On this occasion, however, Arthur had meant what he said. When the door had closed behind the little fellow, he looked up to observe in the most matter-of-fact tone,—

"I suppose it is only fair, Edith, that I should tell you that we are ruined."

She looked at him with a puzzled face.

"What do you mean?" she said.

"I mean," he returned, "that I have been getting into no end of a mess, and that some stock I bought to help myself out of it, has gone down and made things ten times worse."

She folded her hands in her lap and regarded him wistfully. She had been so often repressed when she had tried to gain his confidence in regard to business matters that she hesitated to speak now.

"Should I understand if you told me about it?" she asked.

"Oh, very likely not," he returned, coolly; "but I don't in the least mind telling you, if it's any satisfaction to you. It isn't any great matter, only that I live so near the ragged edge that a dollar or two either way makes all the difference between poverty and independence." Edith breathed more freely. Her husband's self-possessed manner, and the fact that she knew him to be so given to exaggeration, made her feel that things were not so hopeless as his words had at first implied.

"I have three thousand shares of Princeton Platinum stock," Fenton went on, with the condescending air of one who elaborately explains details which he knows will not be understood. "I bought at two and seven-eighths, with money that should go to pay notes due on Saturday. The stock was worth two and an eighth last night and very likely by to-night won't be worth anything."

"Then why didn't you sell yesterday?" Edith asked.

Arthur smiled at the feminine turn of her words.

"Because, my shrewd financier, I don't want to sell at a loss, and Mr.
Irons assures me that there will be a rise before the final collapse."

He did not add, as he might have done, the substance of the talk between himself and Irons.

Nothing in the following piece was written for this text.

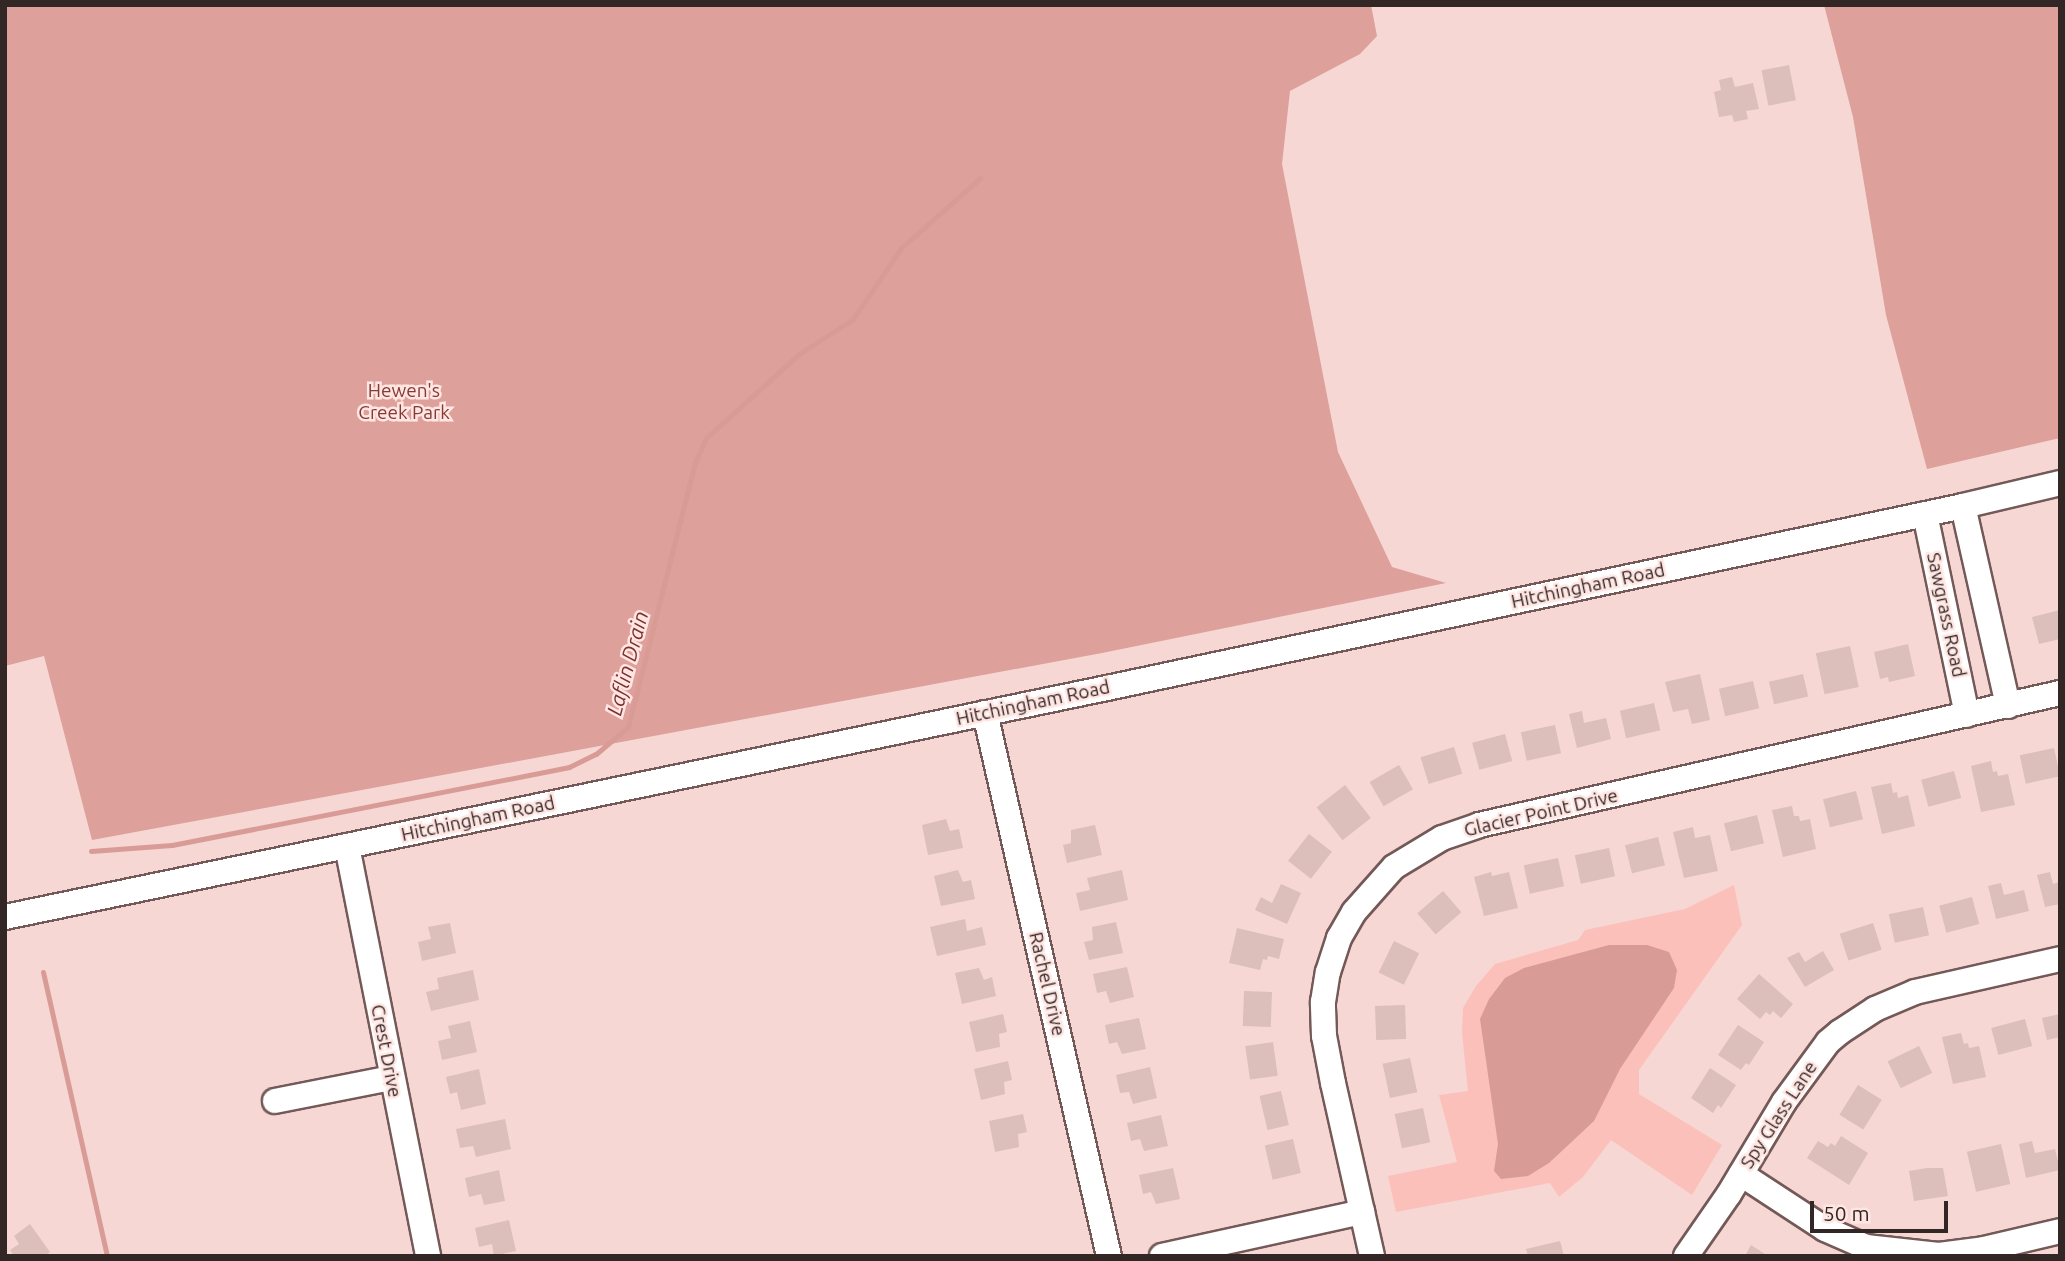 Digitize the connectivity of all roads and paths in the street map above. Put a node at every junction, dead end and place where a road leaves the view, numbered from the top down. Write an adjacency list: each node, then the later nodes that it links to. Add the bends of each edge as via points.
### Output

That wily financier had said to him one day,—

"Fenton, you were almighty toploftical about those railroad shares, and I'll give you another chance. I've had four thousand shares of Princeton Platinum turned over to me on an assignment. It cost me two, and you may have it at that figure, though it's worth two and a half in the market to-day."

"You are too generous, by half," Fenton had answered.

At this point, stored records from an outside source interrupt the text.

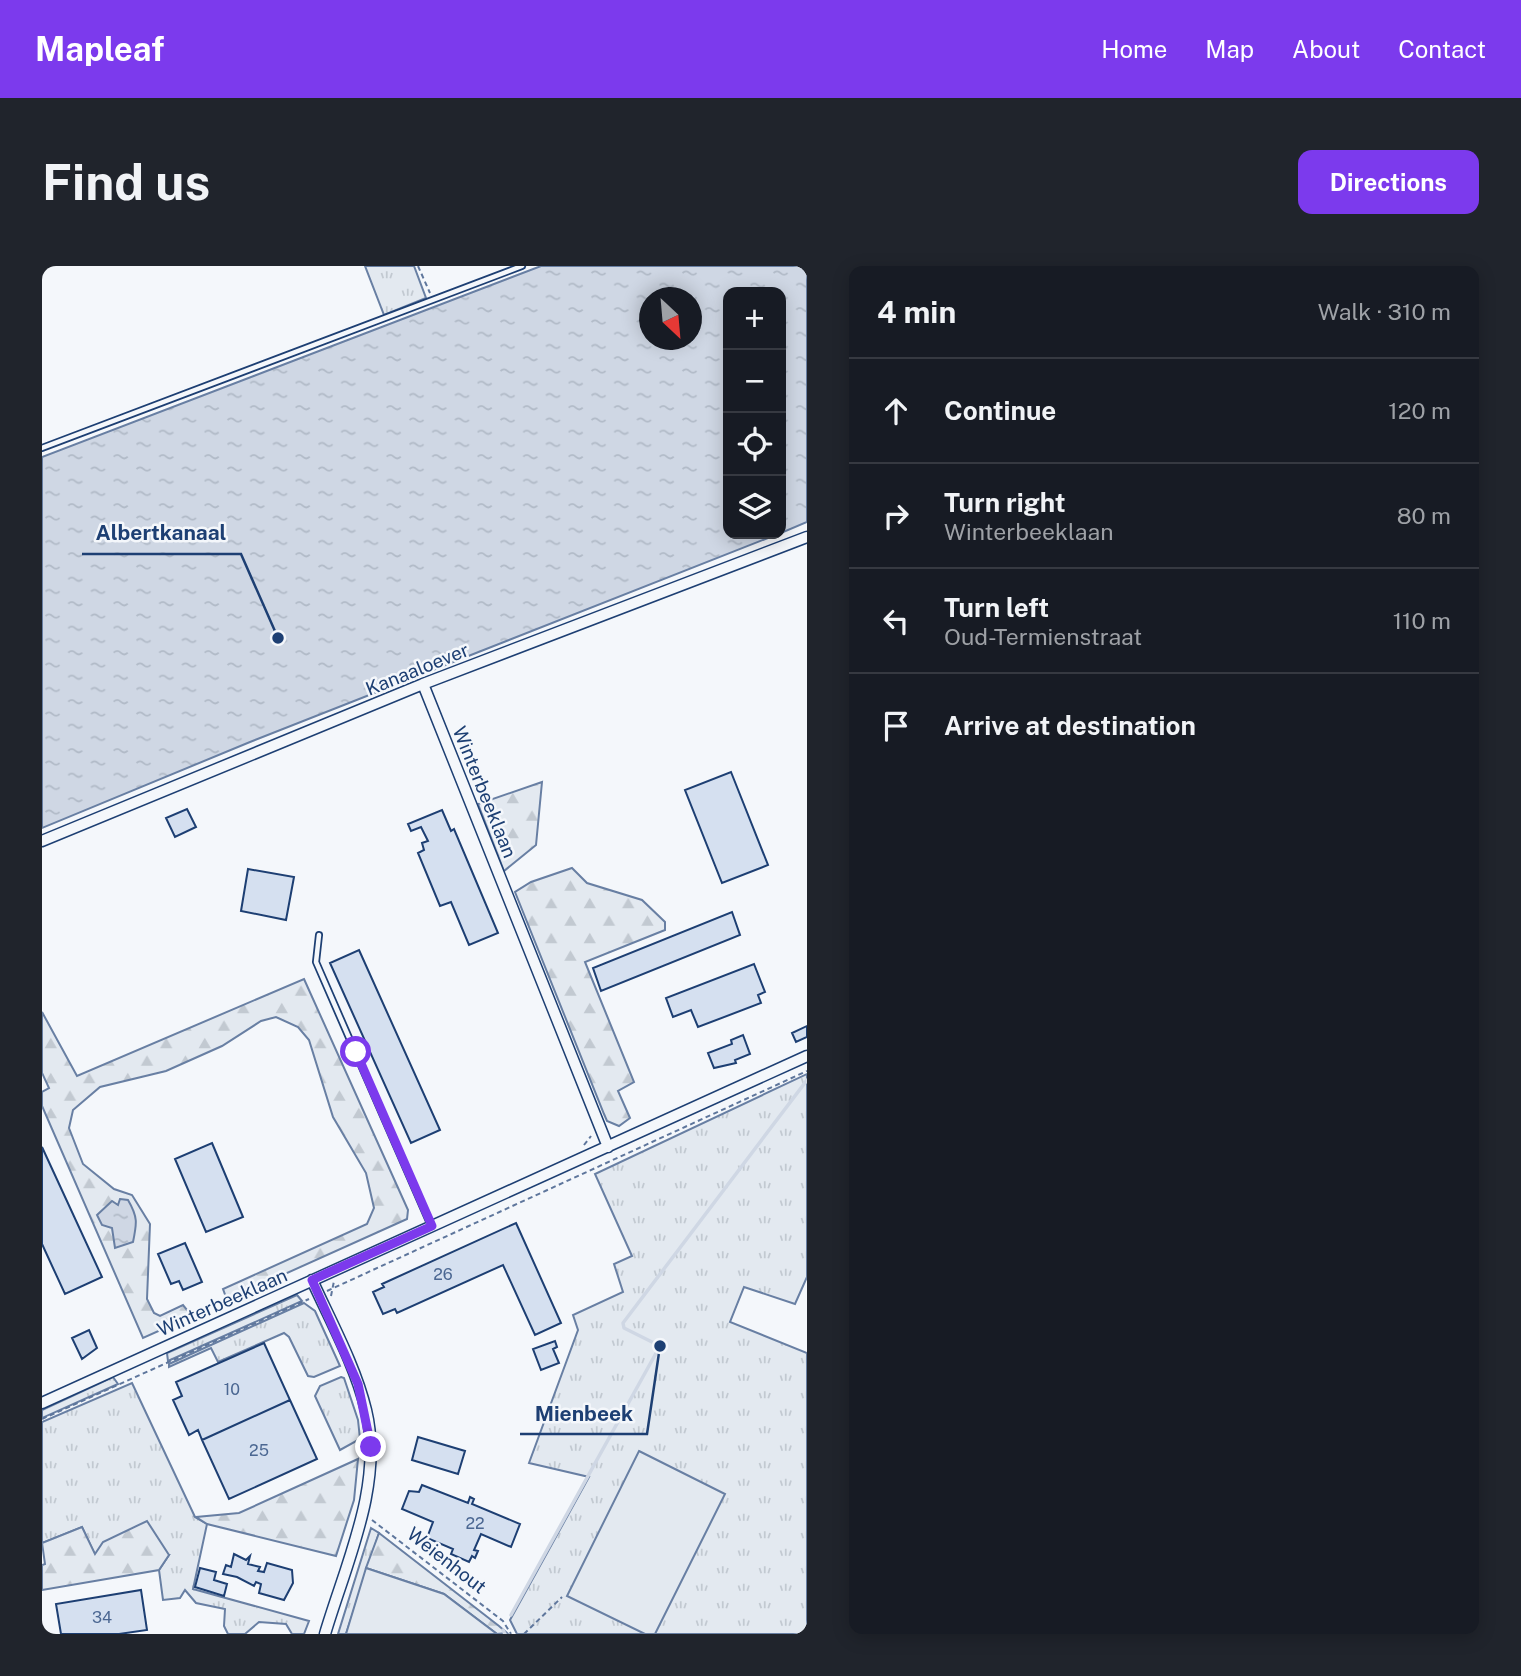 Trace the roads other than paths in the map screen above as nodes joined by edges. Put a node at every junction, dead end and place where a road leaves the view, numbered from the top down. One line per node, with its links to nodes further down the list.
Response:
1 (522, 266): 2 (lane)
2 (42, 448)
3 (807, 537): 4 (street, Kanaaloever)
4 (423, 684): 5 (street, Kanaaloever); 8 (street, Winterbeeklaan)
5 (42, 841)
6 (319, 935): 9 (lane)
7 (807, 1056): 8 (street, Winterbeeklaan)
8 (608, 1147): 9 (street, Winterbeeklaan)
9 (432, 1226): 10 (street, Winterbeeklaan)
10 (312, 1280): 11 (street, Winterbeeklaan); 12 (street)
11 (42, 1403)
12 (325, 1634)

"Well, the fact is," Irons had responded, "I hate infernally to be under obligations. Princeton Platinum is wild-cat fast enough, but it will touch four before they let the bottom drop out. That I happen to know. This will give you a chance to make a neat thing out of it, and it will square off the obligation our syndicate's under to you."

"Thank you," was Fenton's answer; "but the obligation, such as it is, I prefer to have stand, and I haven't any money to put into stock of any kind now."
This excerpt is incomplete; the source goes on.